Vancouver’s quadriplegic mayor to carry torch in Beijing Paralympic Games

Sullivan to carry torchIn a bittersweet bookend to his single term as Vancouver’s mayor, quadriplegic Sam Sullivan will participate in the torch relay at next month’s Paralympics in Beijing.
Sullivan, who left for the Chinese capital on Tuesday, came to worldwide attention in 2006 when, as the new mayor of the host city for the 2010 Winter Games, he accepted the Olympic flag in Turin.
The image of Sullivan joyfully spinning on stage in his powered wheelchair, the fluttering flag secured to a special holder, was a highlight of the Turin Games.

That holder, adorned with Vancouver’s civic crest, has been adapted to take the Olympic torch, though Sullivan joked this will be a little riskier than clutching the flag.
“The problem is how to make sure the mayor doesn’t catch on fire,” said Sullivan as he prepared to board his flight.
“I’m worried about a big gust of wind that comes this way. My job is to come back with my hair intact.”
Sullivan won’t be presiding over the Vancouver and Whistler Games as mayor because he’s not on the ballot in this fall’s municipal elections.
The veteran city councillor’s victory in the November, 2005 mayoralty race raised expectations that the tough political infighter never fulfilled as far as his backers were concerned.
His civic party, the Non-Partisan Association, rejected him as their mayoral candidate for this November in favour of another councillor, former journalist Peter Ladner.
“Of course I would have loved to be able to give the flag away as I received it for Torino,” he said Tuesday.
“I accept that politics is a roller coaster. I’m just so honoured to be able to represent Vancouver in Beijing, to have represented Vancouver in Torino.”
Sullivan said he received between 4,000 and 5,000 letters from around the world after his appearance at Turin.
He said his participation – along with nine other Canadians – in the Paralympic torch relay may not have the same impact but it’s another opportunity to showcase Vancouver and encourage expansion of accessibility for disabled people.
“I know China’s working hard to make greater wheelchair access,” he said.
“I’ve been to Beijing before and they are making some real efforts but there hasn’t been a real awareness of the capabilities of people with disabilities to contribute.”

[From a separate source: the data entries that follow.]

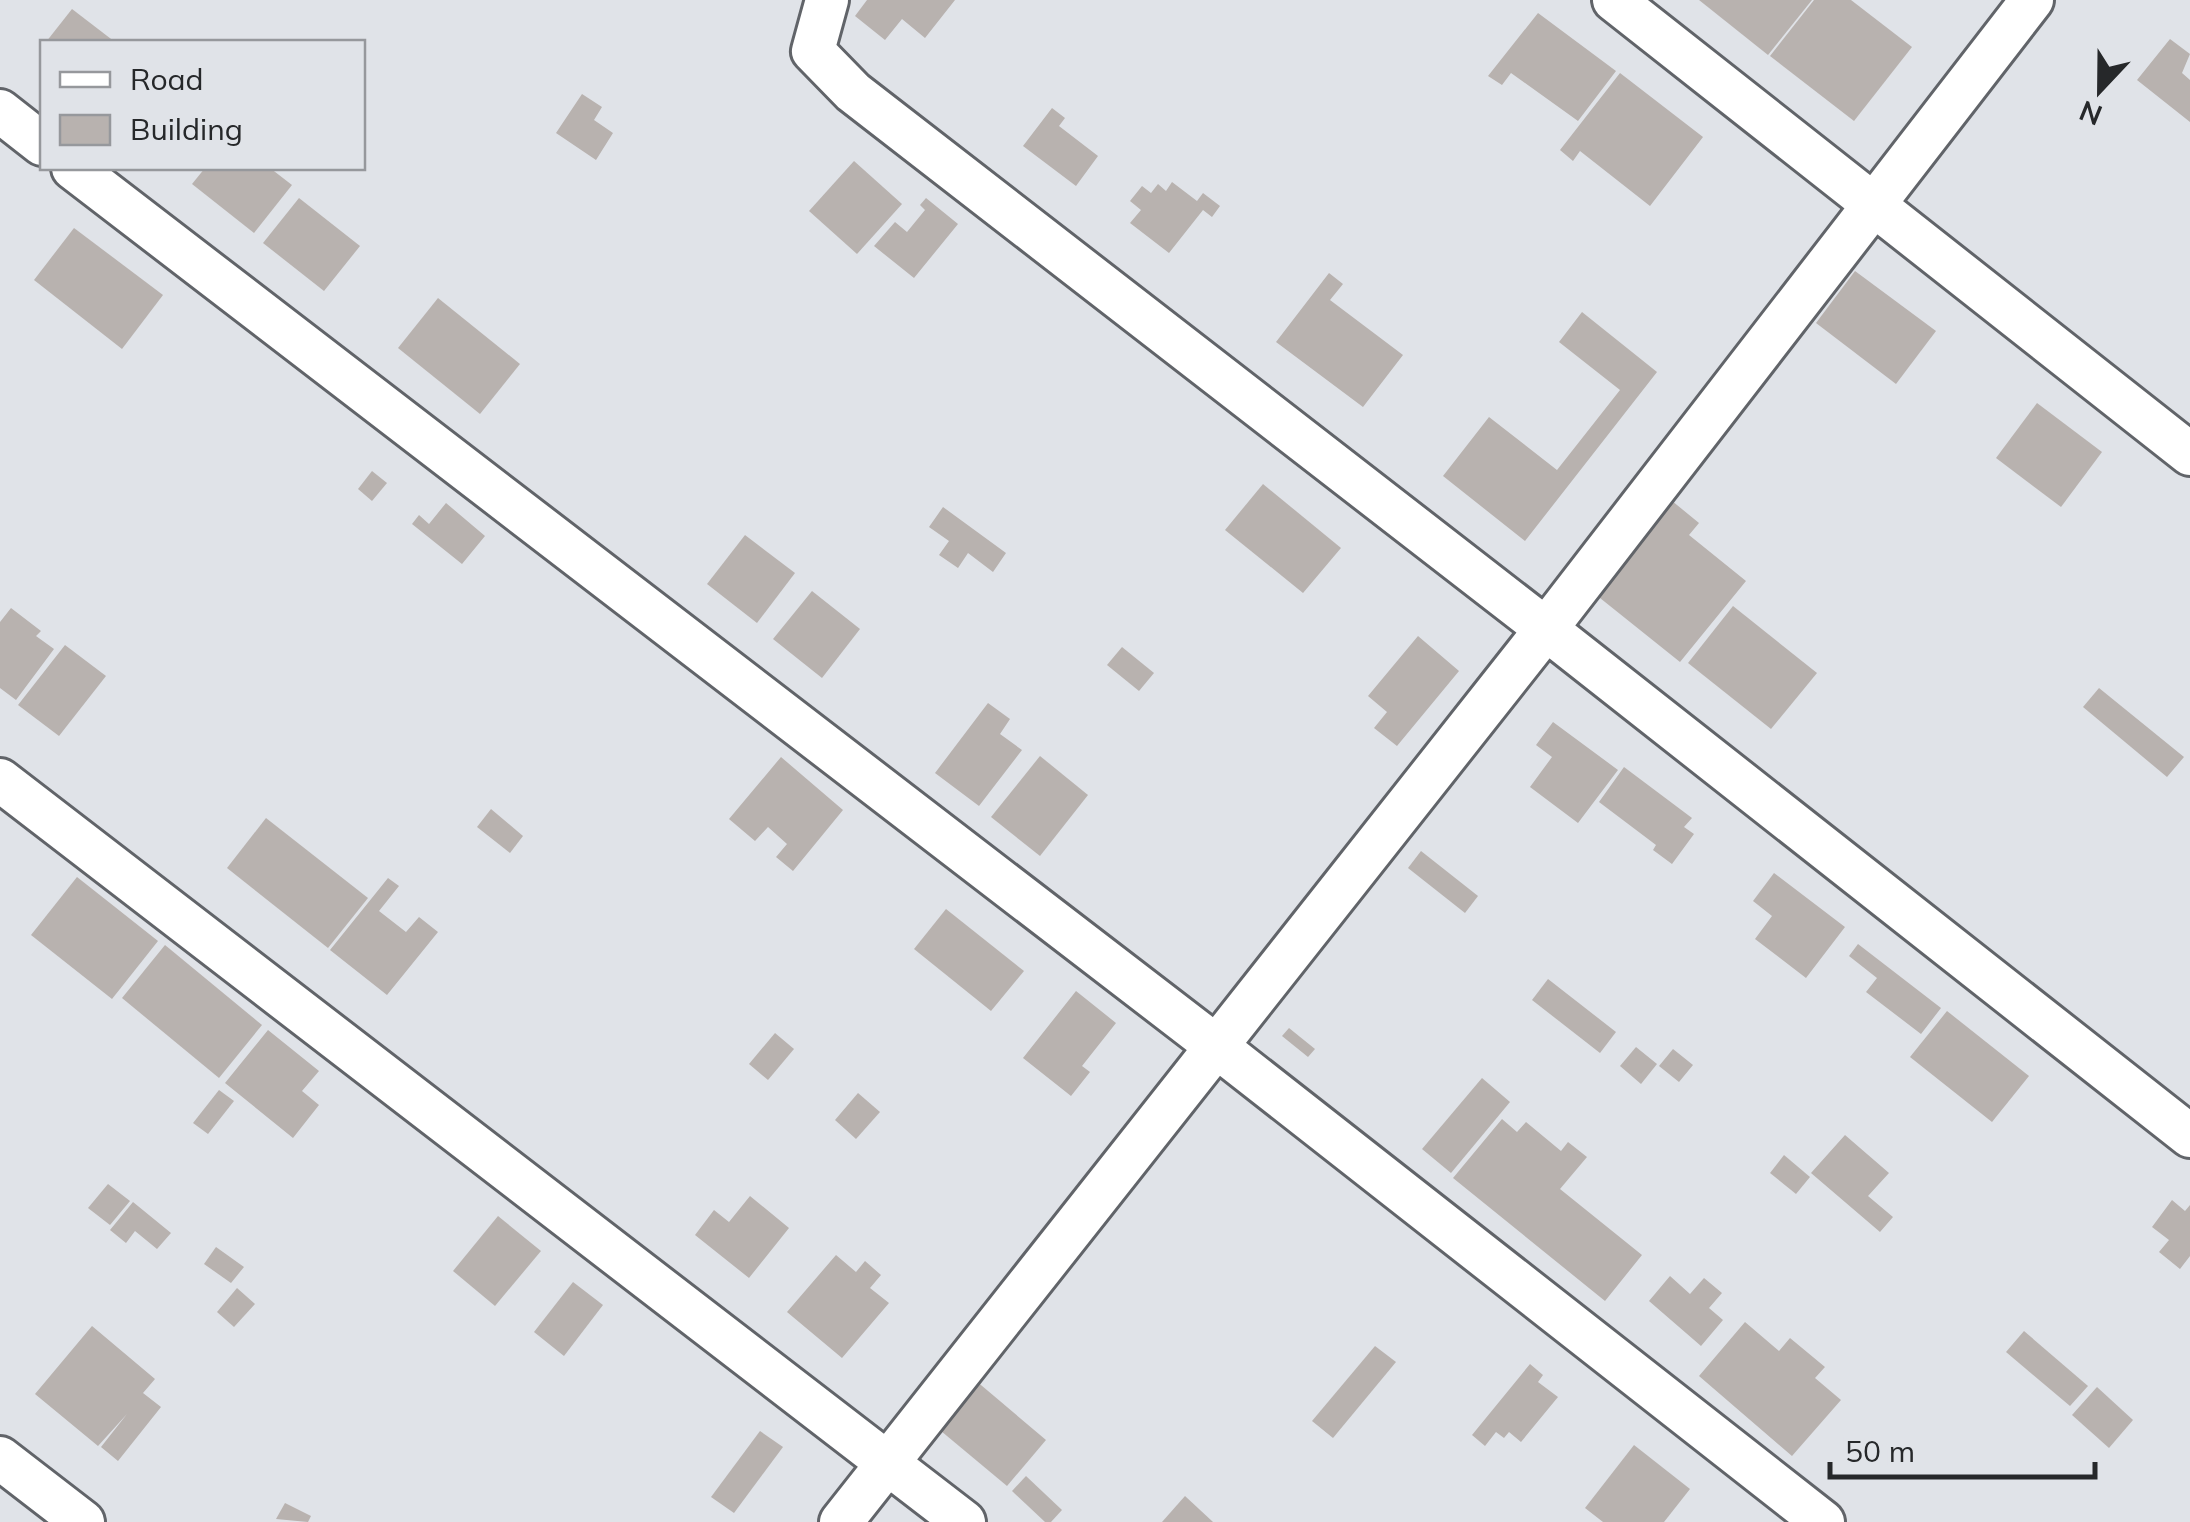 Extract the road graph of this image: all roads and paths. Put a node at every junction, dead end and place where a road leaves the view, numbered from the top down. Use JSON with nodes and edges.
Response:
{"nodes":[{"id":1,"x":827,"y":0,"type":"edge"},
{"id":2,"x":1614,"y":0,"type":"edge"},
{"id":3,"x":2032,"y":0,"type":"edge"},
{"id":4,"x":0,"y":111,"type":"edge"},
{"id":5,"x":40,"y":142,"type":"edge"},
{"id":6,"x":76,"y":170,"type":"edge"},
{"id":7,"x":1874,"y":203,"type":"junction"},
{"id":8,"x":2190,"y":454,"type":"edge"},
{"id":9,"x":1546,"y":629,"type":"junction"},
{"id":10,"x":0,"y":780,"type":"edge"},
{"id":11,"x":1216,"y":1046,"type":"junction"},
{"id":12,"x":2190,"y":1136,"type":"edge"},
{"id":13,"x":0,"y":1458,"type":"edge"},
{"id":14,"x":890,"y":1463,"type":"junction"},
{"id":15,"x":82,"y":1522,"type":"edge"},
{"id":16,"x":841,"y":1522,"type":"edge"},
{"id":17,"x":964,"y":1522,"type":"edge"},
{"id":18,"x":1822,"y":1522,"type":"edge"}],
"edges":[{"from":1,"to":9,"type":"street"},
{"from":2,"to":7,"type":"street"},
{"from":3,"to":7,"type":"street"},
{"from":4,"to":5,"type":"street"},
{"from":6,"to":11,"type":"street"},
{"from":7,"to":8,"type":"street"},
{"from":7,"to":9,"type":"street"},
{"from":9,"to":11,"type":"street"},
{"from":9,"to":12,"type":"street"},
{"from":10,"to":14,"type":"street"},
{"from":11,"to":14,"type":"street"},
{"from":11,"to":18,"type":"street"},
{"from":13,"to":15,"type":"street"},
{"from":14,"to":16,"type":"street"},
{"from":14,"to":17,"type":"street"}]}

Sullivan, 48, has been in a wheelchair since breaking his neck in a skiing accident at age 19. Before entering politics, he was an activist for the disabled and founded several non-profit organizations to help them.
“I know the fact that I’m in a wheelchair and the host of an Olympic city has made a lot of people take interest,” he said.
People with significant disabilities, if they’re given the opportunity, if they’re given an accessible city, they can contribute to their community.”
Sullivan will spend 20 days in Beijing to promote Vancouver and its upcoming Games and to participate in the torch relay for the Paralympics, which start Sept. 6.
He will also be taking a personal vacation.